:: Provided data

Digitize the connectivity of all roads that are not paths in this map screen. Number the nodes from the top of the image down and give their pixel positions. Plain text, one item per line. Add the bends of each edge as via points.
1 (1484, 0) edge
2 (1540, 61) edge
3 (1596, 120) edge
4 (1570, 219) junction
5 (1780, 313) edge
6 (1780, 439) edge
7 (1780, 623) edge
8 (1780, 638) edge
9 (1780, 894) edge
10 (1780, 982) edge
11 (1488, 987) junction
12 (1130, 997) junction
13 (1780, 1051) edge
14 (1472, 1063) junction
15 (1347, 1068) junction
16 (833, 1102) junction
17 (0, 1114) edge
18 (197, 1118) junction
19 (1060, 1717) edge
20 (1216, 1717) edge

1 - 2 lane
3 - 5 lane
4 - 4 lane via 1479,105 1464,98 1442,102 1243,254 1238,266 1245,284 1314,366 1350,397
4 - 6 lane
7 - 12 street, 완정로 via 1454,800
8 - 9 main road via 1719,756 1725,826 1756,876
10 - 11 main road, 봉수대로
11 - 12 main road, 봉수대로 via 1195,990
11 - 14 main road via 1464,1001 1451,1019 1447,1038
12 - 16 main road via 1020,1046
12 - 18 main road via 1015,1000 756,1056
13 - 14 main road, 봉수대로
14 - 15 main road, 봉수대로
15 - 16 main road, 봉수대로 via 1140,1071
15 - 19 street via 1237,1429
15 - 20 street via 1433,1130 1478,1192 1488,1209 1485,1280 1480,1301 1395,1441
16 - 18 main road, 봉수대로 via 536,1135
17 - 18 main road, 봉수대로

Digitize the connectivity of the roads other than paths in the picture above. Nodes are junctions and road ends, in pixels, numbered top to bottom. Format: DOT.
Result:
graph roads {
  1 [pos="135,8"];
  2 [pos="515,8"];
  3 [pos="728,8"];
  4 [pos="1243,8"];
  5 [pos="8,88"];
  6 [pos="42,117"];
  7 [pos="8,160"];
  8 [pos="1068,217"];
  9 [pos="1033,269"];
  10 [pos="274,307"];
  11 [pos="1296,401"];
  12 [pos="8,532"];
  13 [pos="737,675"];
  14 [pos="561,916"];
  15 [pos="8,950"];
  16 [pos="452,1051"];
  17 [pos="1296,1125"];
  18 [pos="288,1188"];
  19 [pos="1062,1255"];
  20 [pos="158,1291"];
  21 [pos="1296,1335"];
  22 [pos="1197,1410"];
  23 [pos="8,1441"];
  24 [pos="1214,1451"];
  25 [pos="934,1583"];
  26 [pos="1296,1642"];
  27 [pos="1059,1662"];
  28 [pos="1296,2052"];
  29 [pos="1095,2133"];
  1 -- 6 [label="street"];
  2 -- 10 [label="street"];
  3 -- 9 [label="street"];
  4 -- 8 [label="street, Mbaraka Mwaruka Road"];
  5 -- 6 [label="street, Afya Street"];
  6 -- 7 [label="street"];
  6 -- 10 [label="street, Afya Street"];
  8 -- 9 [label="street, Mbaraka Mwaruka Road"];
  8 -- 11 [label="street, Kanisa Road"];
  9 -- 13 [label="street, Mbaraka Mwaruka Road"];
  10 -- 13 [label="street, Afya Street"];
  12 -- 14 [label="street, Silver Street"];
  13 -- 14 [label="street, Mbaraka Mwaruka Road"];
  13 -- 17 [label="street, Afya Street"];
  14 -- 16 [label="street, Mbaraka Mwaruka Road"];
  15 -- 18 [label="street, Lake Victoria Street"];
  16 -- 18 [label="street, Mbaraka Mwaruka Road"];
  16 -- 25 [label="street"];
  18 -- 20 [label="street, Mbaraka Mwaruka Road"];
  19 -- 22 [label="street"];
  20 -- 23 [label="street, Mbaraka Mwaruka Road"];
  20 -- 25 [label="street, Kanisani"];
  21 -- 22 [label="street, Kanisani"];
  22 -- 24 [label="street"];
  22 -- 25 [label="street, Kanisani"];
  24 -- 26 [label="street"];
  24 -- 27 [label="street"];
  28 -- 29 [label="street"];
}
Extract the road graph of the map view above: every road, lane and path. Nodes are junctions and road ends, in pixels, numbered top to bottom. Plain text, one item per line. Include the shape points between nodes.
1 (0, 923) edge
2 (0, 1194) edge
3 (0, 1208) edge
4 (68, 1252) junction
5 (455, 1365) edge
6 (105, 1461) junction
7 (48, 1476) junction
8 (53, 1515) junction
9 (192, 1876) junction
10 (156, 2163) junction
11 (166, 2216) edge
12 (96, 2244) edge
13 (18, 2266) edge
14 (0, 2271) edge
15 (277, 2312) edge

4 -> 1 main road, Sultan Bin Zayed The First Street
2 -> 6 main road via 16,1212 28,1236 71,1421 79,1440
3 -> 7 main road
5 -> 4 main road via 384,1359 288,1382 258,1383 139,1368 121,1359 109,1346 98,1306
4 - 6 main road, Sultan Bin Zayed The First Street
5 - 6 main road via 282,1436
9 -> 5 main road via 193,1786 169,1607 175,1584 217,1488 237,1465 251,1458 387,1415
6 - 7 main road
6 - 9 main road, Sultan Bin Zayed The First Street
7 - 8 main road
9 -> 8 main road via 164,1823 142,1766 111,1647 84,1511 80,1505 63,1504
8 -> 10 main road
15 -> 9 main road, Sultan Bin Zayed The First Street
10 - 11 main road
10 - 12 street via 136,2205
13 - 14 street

::::

Aim of the exercise: Copy the data word for word.

Task answer:
Digitize the connectivity of all roads that are not paths in this map screen. Number the nodes from the top of the image down and give their pixel positions. Plain text, one item per line. Add the bends of each edge as via points.
1 (1484, 0) edge
2 (1540, 61) edge
3 (1596, 120) edge
4 (1570, 219) junction
5 (1780, 313) edge
6 (1780, 439) edge
7 (1780, 623) edge
8 (1780, 638) edge
9 (1780, 894) edge
10 (1780, 982) edge
11 (1488, 987) junction
12 (1130, 997) junction
13 (1780, 1051) edge
14 (1472, 1063) junction
15 (1347, 1068) junction
16 (833, 1102) junction
17 (0, 1114) edge
18 (197, 1118) junction
19 (1060, 1717) edge
20 (1216, 1717) edge

1 - 2 lane
3 - 5 lane
4 - 4 lane via 1479,105 1464,98 1442,102 1243,254 1238,266 1245,284 1314,366 1350,397
4 - 6 lane
7 - 12 street, 완정로 via 1454,800
8 - 9 main road via 1719,756 1725,826 1756,876
10 - 11 main road, 봉수대로
11 - 12 main road, 봉수대로 via 1195,990
11 - 14 main road via 1464,1001 1451,1019 1447,1038
12 - 16 main road via 1020,1046
12 - 18 main road via 1015,1000 756,1056
13 - 14 main road, 봉수대로
14 - 15 main road, 봉수대로
15 - 16 main road, 봉수대로 via 1140,1071
15 - 19 street via 1237,1429
15 - 20 street via 1433,1130 1478,1192 1488,1209 1485,1280 1480,1301 1395,1441
16 - 18 main road, 봉수대로 via 536,1135
17 - 18 main road, 봉수대로

Digitize the connectivity of the roads other than paths in the picture above. Nodes are junctions and road ends, in pixels, numbered top to bottom. Format: DOT.
Result:
graph roads {
  1 [pos="135,8"];
  2 [pos="515,8"];
  3 [pos="728,8"];
  4 [pos="1243,8"];
  5 [pos="8,88"];
  6 [pos="42,117"];
  7 [pos="8,160"];
  8 [pos="1068,217"];
  9 [pos="1033,269"];
  10 [pos="274,307"];
  11 [pos="1296,401"];
  12 [pos="8,532"];
  13 [pos="737,675"];
  14 [pos="561,916"];
  15 [pos="8,950"];
  16 [pos="452,1051"];
  17 [pos="1296,1125"];
  18 [pos="288,1188"];
  19 [pos="1062,1255"];
  20 [pos="158,1291"];
  21 [pos="1296,1335"];
  22 [pos="1197,1410"];
  23 [pos="8,1441"];
  24 [pos="1214,1451"];
  25 [pos="934,1583"];
  26 [pos="1296,1642"];
  27 [pos="1059,1662"];
  28 [pos="1296,2052"];
  29 [pos="1095,2133"];
  1 -- 6 [label="street"];
  2 -- 10 [label="street"];
  3 -- 9 [label="street"];
  4 -- 8 [label="street, Mbaraka Mwaruka Road"];
  5 -- 6 [label="street, Afya Street"];
  6 -- 7 [label="street"];
  6 -- 10 [label="street, Afya Street"];
  8 -- 9 [label="street, Mbaraka Mwaruka Road"];
  8 -- 11 [label="street, Kanisa Road"];
  9 -- 13 [label="street, Mbaraka Mwaruka Road"];
  10 -- 13 [label="street, Afya Street"];
  12 -- 14 [label="street, Silver Street"];
  13 -- 14 [label="street, Mbaraka Mwaruka Road"];
  13 -- 17 [label="street, Afya Street"];
  14 -- 16 [label="street, Mbaraka Mwaruka Road"];
  15 -- 18 [label="street, Lake Victoria Street"];
  16 -- 18 [label="street, Mbaraka Mwaruka Road"];
  16 -- 25 [label="street"];
  18 -- 20 [label="street, Mbaraka Mwaruka Road"];
  19 -- 22 [label="street"];
  20 -- 23 [label="street, Mbaraka Mwaruka Road"];
  20 -- 25 [label="street, Kanisani"];
  21 -- 22 [label="street, Kanisani"];
  22 -- 24 [label="street"];
  22 -- 25 [label="street, Kanisani"];
  24 -- 26 [label="street"];
  24 -- 27 [label="street"];
  28 -- 29 [label="street"];
}
Extract the road graph of the map view above: every road, lane and path. Nodes are junctions and road ends, in pixels, numbered top to bottom. Plain text, one item per line. Include the shape points between nodes.
1 (0, 923) edge
2 (0, 1194) edge
3 (0, 1208) edge
4 (68, 1252) junction
5 (455, 1365) edge
6 (105, 1461) junction
7 (48, 1476) junction
8 (53, 1515) junction
9 (192, 1876) junction
10 (156, 2163) junction
11 (166, 2216) edge
12 (96, 2244) edge
13 (18, 2266) edge
14 (0, 2271) edge
15 (277, 2312) edge

4 -> 1 main road, Sultan Bin Zayed The First Street
2 -> 6 main road via 16,1212 28,1236 71,1421 79,1440
3 -> 7 main road
5 -> 4 main road via 384,1359 288,1382 258,1383 139,1368 121,1359 109,1346 98,1306
4 - 6 main road, Sultan Bin Zayed The First Street
5 - 6 main road via 282,1436
9 -> 5 main road via 193,1786 169,1607 175,1584 217,1488 237,1465 251,1458 387,1415
6 - 7 main road
6 - 9 main road, Sultan Bin Zayed The First Street
7 - 8 main road
9 -> 8 main road via 164,1823 142,1766 111,1647 84,1511 80,1505 63,1504
8 -> 10 main road
15 -> 9 main road, Sultan Bin Zayed The First Street
10 - 11 main road
10 - 12 street via 136,2205
13 - 14 street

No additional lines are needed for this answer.